Ringing in the New
As a new presidential administration moves into Massachusetts Hall, the Harvard Alumni Association (HAA) is also taking on challenges under its new president, Jonathan L.S. Byrnes, D.B.A. ’80. “The theme of this coming year will be ‘Creating a New Era,’” he says. The University itself has new deans coming on board, is busy building the Allston campus, and is increasing coordination among its many “tubs,” he notes. In addition, he points to Harvard’s changing student demographics and says the HAA must analyze both its current and its future alumni base and develop better ways to engage an increasingly diverse group of people living throughout the world. “As with any organization, there are an infinite number of worthy things to do, but you can only do so many things and you have to find the sweet spots,” he explains. “We’re trying to enrich our offerings, so we can offer more things to attract more people to Harvard.”
It is the perfect task for Byrnes, who enjoys a career that “combines teaching, research, and direct involvement in business innovations.” The senior lecturer at MIT teaches courses such as “Case Studies in Logistics and Supply Chain Management” and has guided major companies through large-scale organizational changes and strategic repositioning. He also runs a consulting firm, Jonathan Byrnes & Company, in Lexington, Massachusetts, where he lives with his wife of more than 30 years, Marsha (their two sons are grown). “My specialty is……helping [businesses] understand what customers want and how to fulfill [those needs],” he explains. “And that ties into what we’re trying to accomplish this year at the HAA.”
To better position itself for the future, the HAA has already ramped up traditional alumni access points, such as Harvard clubs, class and reunion activities, and its continuing education and travel programs. It will also continue to develop more sharply targeted alumni activities, in line with the rapidly growing number of shared interest groups (known as SIGS); the newest groups include Harvard Student Agencies Alumni, Women’s Leadership Project Alumni Network, Native American Alumni of Harvard University, Harvard South Asian Alumni Alliance, and Harvard Veterans Alumni Organization (see “Radcliffe and Other Shared Interest Groups,” January-February, page 82, or visit http://post.harvard.edu/harvard/clubs/html/SIGdir.html for details).
Two other initiatives are also underway, according to Byrnes.
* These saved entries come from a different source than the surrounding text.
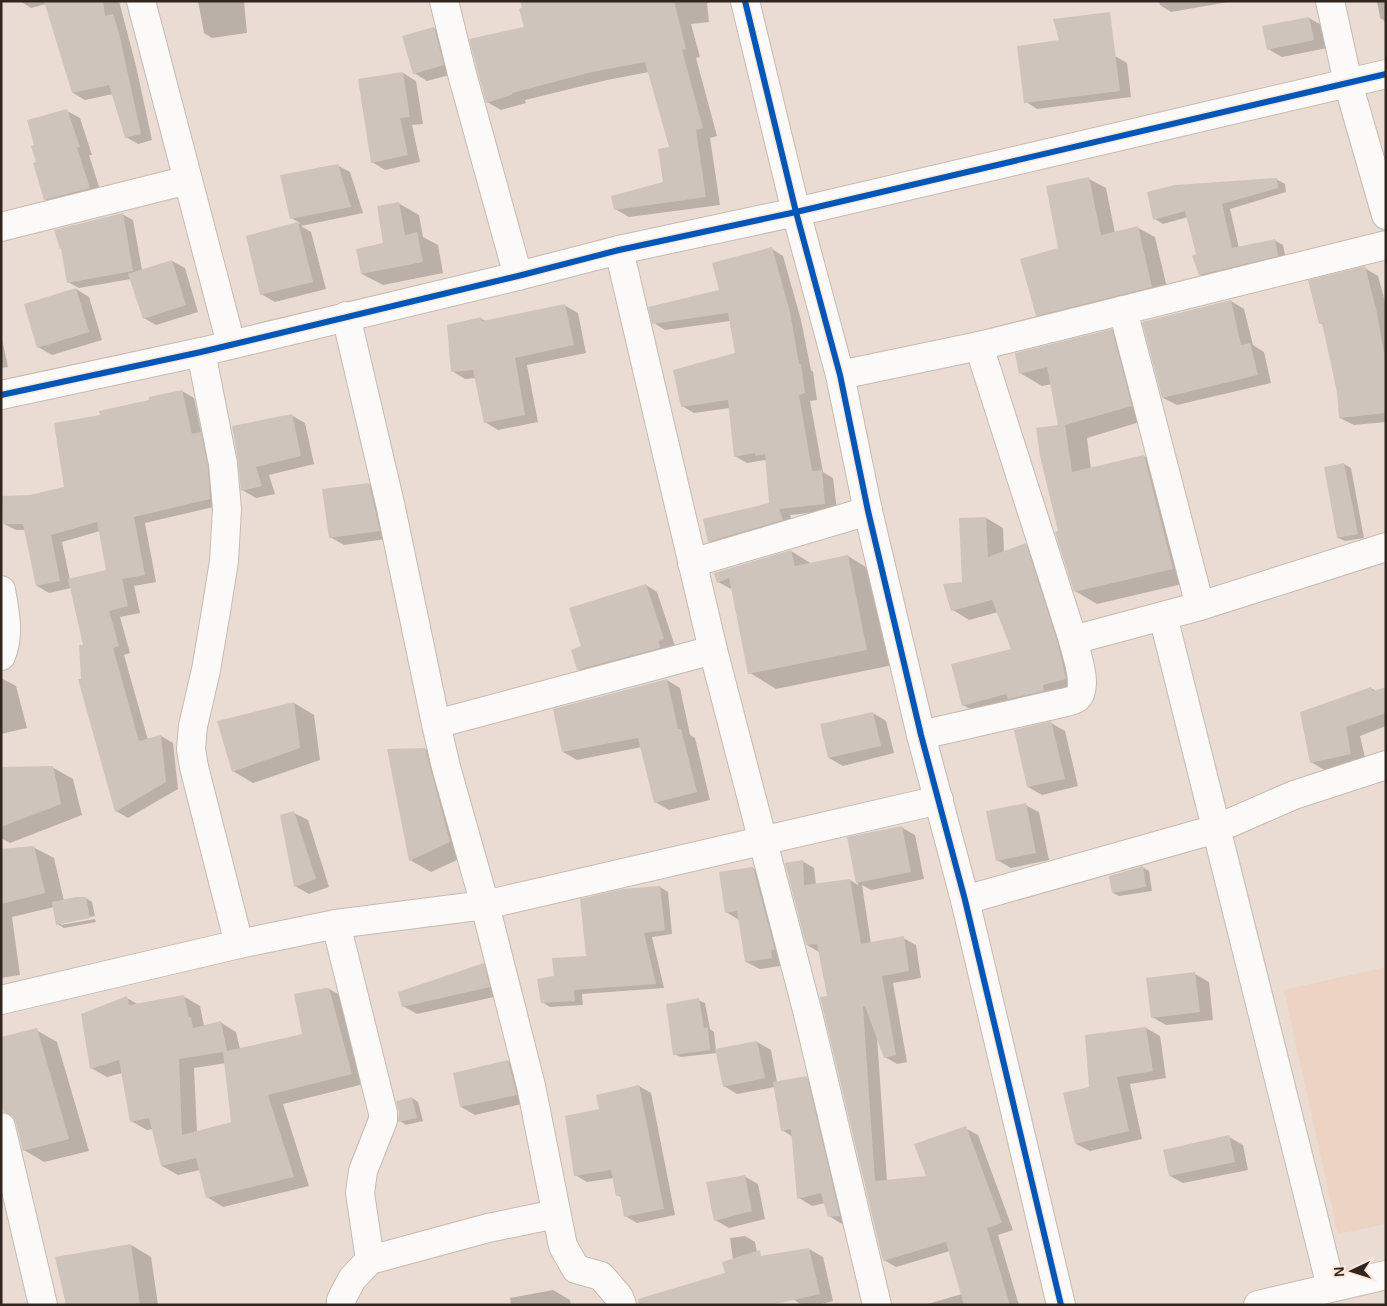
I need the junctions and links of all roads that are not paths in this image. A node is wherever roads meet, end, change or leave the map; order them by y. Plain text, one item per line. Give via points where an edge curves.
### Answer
1 (141, 1) edge
2 (444, 1) edge
3 (745, 1) edge
4 (1330, 1) edge
5 (1386, 74) edge
6 (1348, 83) junction
7 (188, 180) junction
8 (796, 212) junction
9 (1386, 215) edge
10 (1, 227) edge
11 (1386, 245) edge
12 (619, 250) junction
13 (518, 276) junction
14 (1123, 310) junction
15 (346, 316) junction
16 (231, 344) junction
17 (979, 346) junction
18 (201, 352) junction
19 (840, 375) junction
20 (1, 395) edge
21 (868, 511) junction
22 (1386, 547) edge
23 (692, 563) junction
24 (1, 590) edge
25 (1200, 606) junction
26 (1163, 616) junction
27 (1073, 640) junction
28 (713, 650) junction
29 (1, 656) edge
30 (436, 724) junction
31 (921, 734) junction
32 (1386, 765) edge
33 (939, 800) junction
34 (1216, 829) junction
35 (762, 841) junction
36 (965, 900) junction
37 (485, 904) junction
38 (336, 924) junction
39 (240, 944) junction
40 (1, 1000) edge
41 (1, 1127) edge
42 (556, 1214) junction
43 (370, 1260) junction
44 (1386, 1274) edge
45 (1331, 1288) junction
46 (43, 1305) edge
47 (341, 1305) edge
48 (622, 1305) edge
49 (878, 1305) edge
50 (1061, 1305) edge
51 (1258, 1305) edge

1 - 7 street
2 - 13 street
3 - 8 street
4 - 6 street
5 - 6 street
6 - 8 street
6 - 9 street
7 - 10 street
7 - 16 street
8 - 12 street
8 - 19 street
11 - 14 street
12 - 13 street
12 - 23 street
13 - 15 street
14 - 17 street
14 - 25 street
15 - 16 street
15 - 30 street via 391,508
16 - 18 street
17 - 19 street
17 - 27 street
18 - 20 street
18 - 39 street via 223,464 227,509 223,569 191,749
19 - 21 street
21 - 23 street
21 - 31 street
22 - 25 street
23 - 28 street
24 - 29 street via 6,622
25 - 26 street
26 - 27 street
26 - 34 street
27 - 31 street via 1082,680 1077,698
28 - 30 street
28 - 35 street
30 - 37 street
31 - 33 street
32 - 34 street via 1294,795
33 - 35 street
33 - 36 street
34 - 36 street
34 - 45 street
35 - 37 street
35 - 49 street via 808,1014
36 - 50 street
37 - 38 street
37 - 42 street via 531,1086
38 - 39 street
38 - 43 street via 384,1113 363,1171 360,1193
39 - 40 street
41 - 46 street
42 - 43 street via 488,1228
42 - 48 street via 563,1246 576,1269 601,1276
43 - 47 street via 352,1279 340,1300
44 - 45 street
45 - 51 street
First, the HAA will develop more systematic information about what kinds of programming and activities appeal to which segments of the alumni population. This has entailed some organizational changes. One of the HAA’s three vice presidents will now be in charge of “engagement and marketing,” and two committees have been redefined to report to that person: the Graduate Schools Committee, which Byrnes has chaired, will become the University-wide Alumni Outreach Committee, and the Communications Committee will become the Engagement and Marketing Committee.
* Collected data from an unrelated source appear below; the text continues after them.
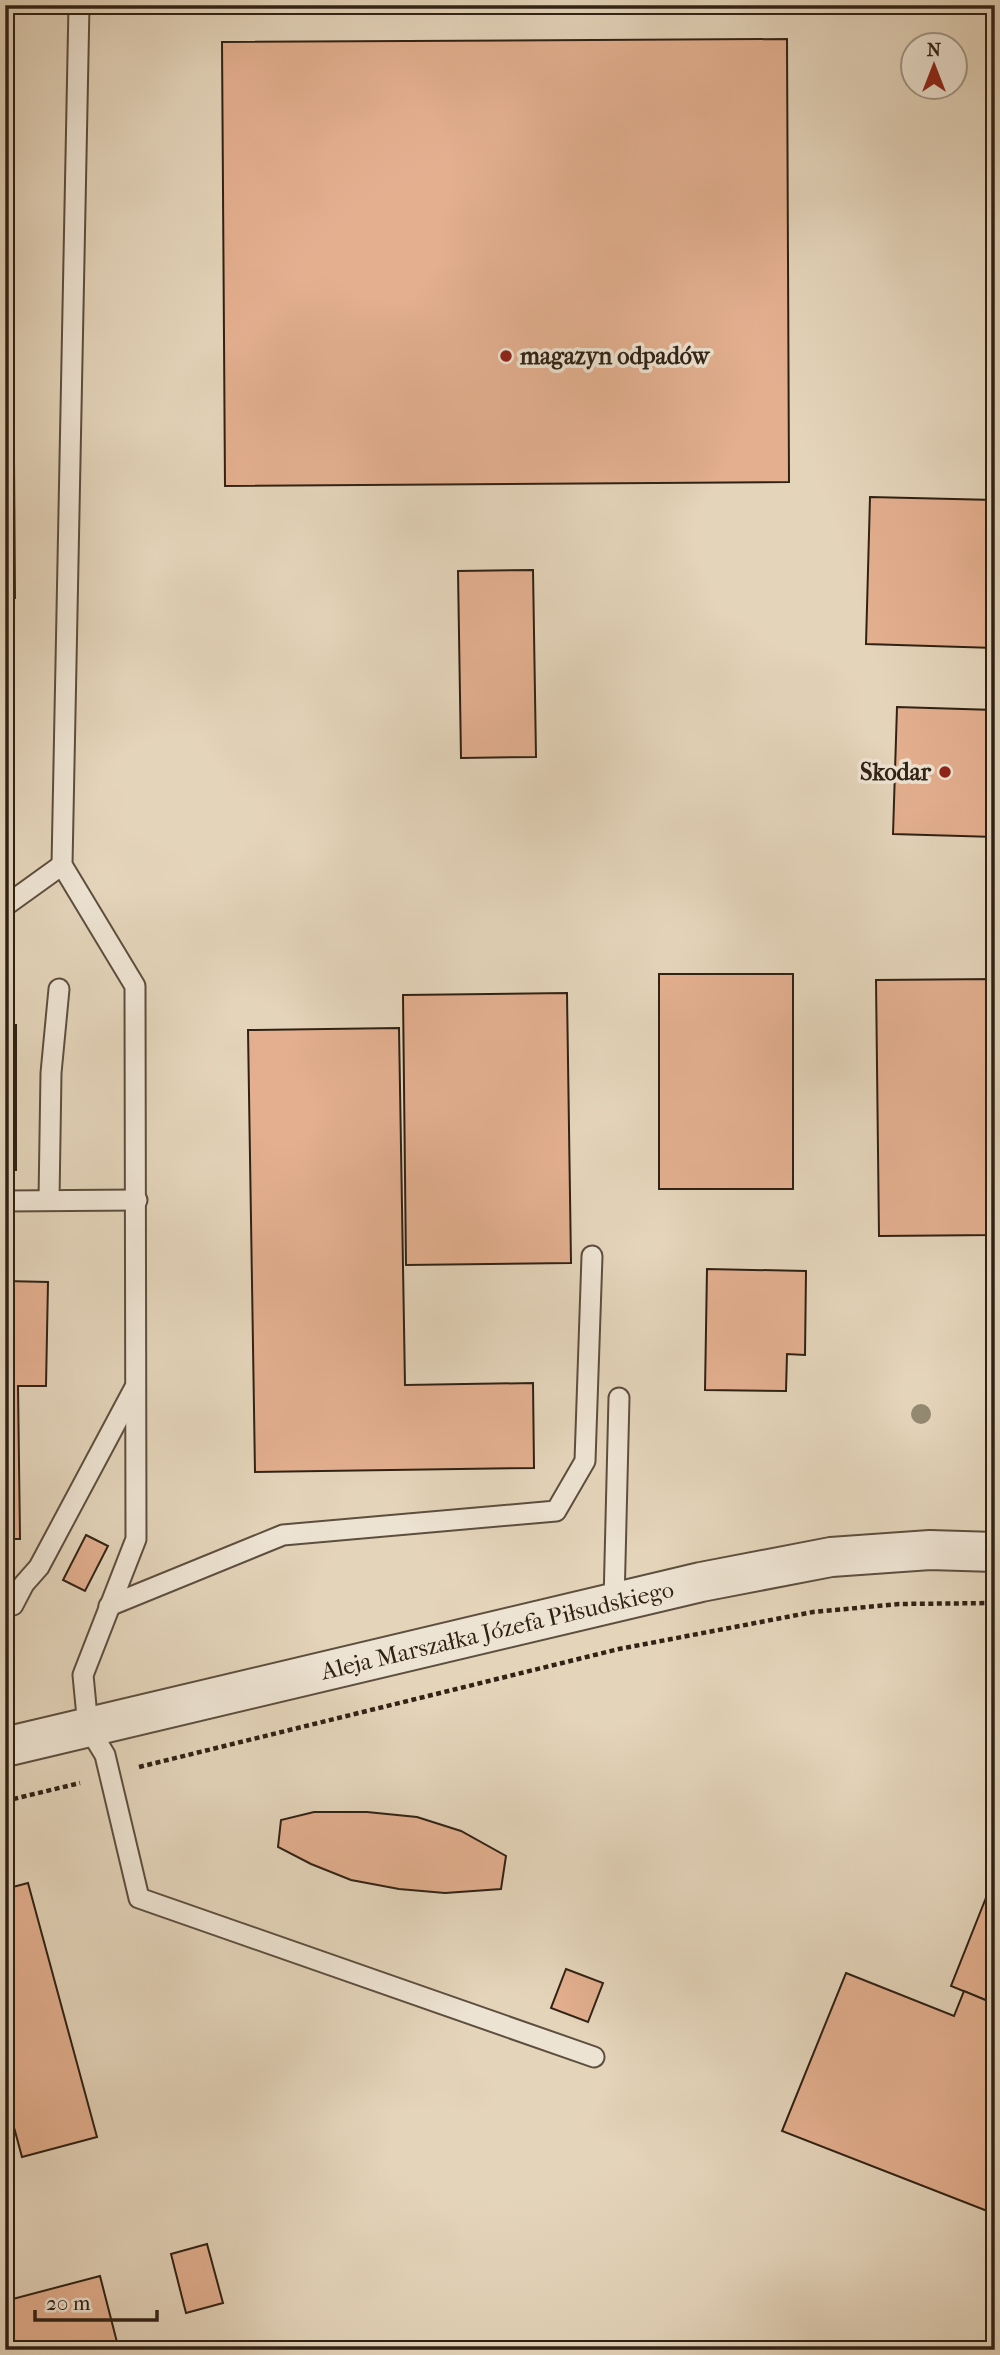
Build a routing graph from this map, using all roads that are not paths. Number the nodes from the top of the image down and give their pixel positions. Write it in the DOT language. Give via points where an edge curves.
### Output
graph roads {
  1 [pos="79,5"];
  2 [pos="62,865"];
  3 [pos="5,906"];
  4 [pos="59,989"];
  5 [pos="5,1200"];
  6 [pos="49,1200"];
  7 [pos="137,1200"];
  8 [pos="592,1256"];
  9 [pos="137,1385"];
  10 [pos="619,1398"];
  11 [pos="995,1552"];
  12 [pos="614,1602"];
  13 [pos="5,1605"];
  14 [pos="109,1606"];
  15 [pos="88,1727"];
  16 [pos="5,1747"];
  17 [pos="594,2057"];
  1 -- 2 [label="lane"];
  2 -- 3 [label="lane"];
  2 -- 7 [label="lane" via="135,986"];
  4 -- 6 [label="lane" via="51,1073"];
  5 -- 6 [label="lane"];
  6 -- 7 [label="lane"];
  7 -- 9 [label="lane"];
  8 -- 14 [label="lane" via="585,1461 556,1511 283,1535"];
  9 -- 13 [label="lane" via="39,1567 13,1605"];
  9 -- 14 [label="lane" via="136,1539"];
  10 -- 12 [label="lane"];
  11 -- 12 [label="street, Aleja Marszałka Józefa Piłsudskiego" via="930,1550 831,1557"];
  12 -- 15 [label="street, Aleja Marszałka Józefa Piłsudskiego"];
  14 -- 15 [label="lane" via="83,1675"];
  15 -- 16 [label="street, Aleja Marszałka Józefa Piłsudskiego"];
  15 -- 17 [label="lane" via="105,1755 139,1898"];
}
Also on tap are efforts to bring Harvard’s history and “shared alumni experience more directly to the student body on campus,” he explains. “As Harvard draws increasingly from new demographic segments to enrich and diversify the student body, it is increasingly necessary to communicate to students earlier the lifelong benefits of being an engaged, active alumna or alumnus.”
He began this process with his younger son, Steven ’07, whom he addressed, with his classmates, as imminent alumni during a speech on Class Day in June. “For the rest of your life you will not just be from Harvard, you will be a part of Harvard,” he told members of the senior class. “And there is something very deeply meaningful about being part of something larger than yourself that will endure beyond your years.”
He spoke from personal experience. In addition to his work for the HAA, he has served more than 15 years as a Harvard Business School (HBS) class secretary, for five years on the HBS Alumni Association’s board of directors, as vice president of the Harvard Club of Boston, and as a member of Harvard’s Advisory Committee on Shareholder Responsibility. Harvard, he says, helped him develop a deep knowledge base and offered up a circle of “friends for life…….What could be better?”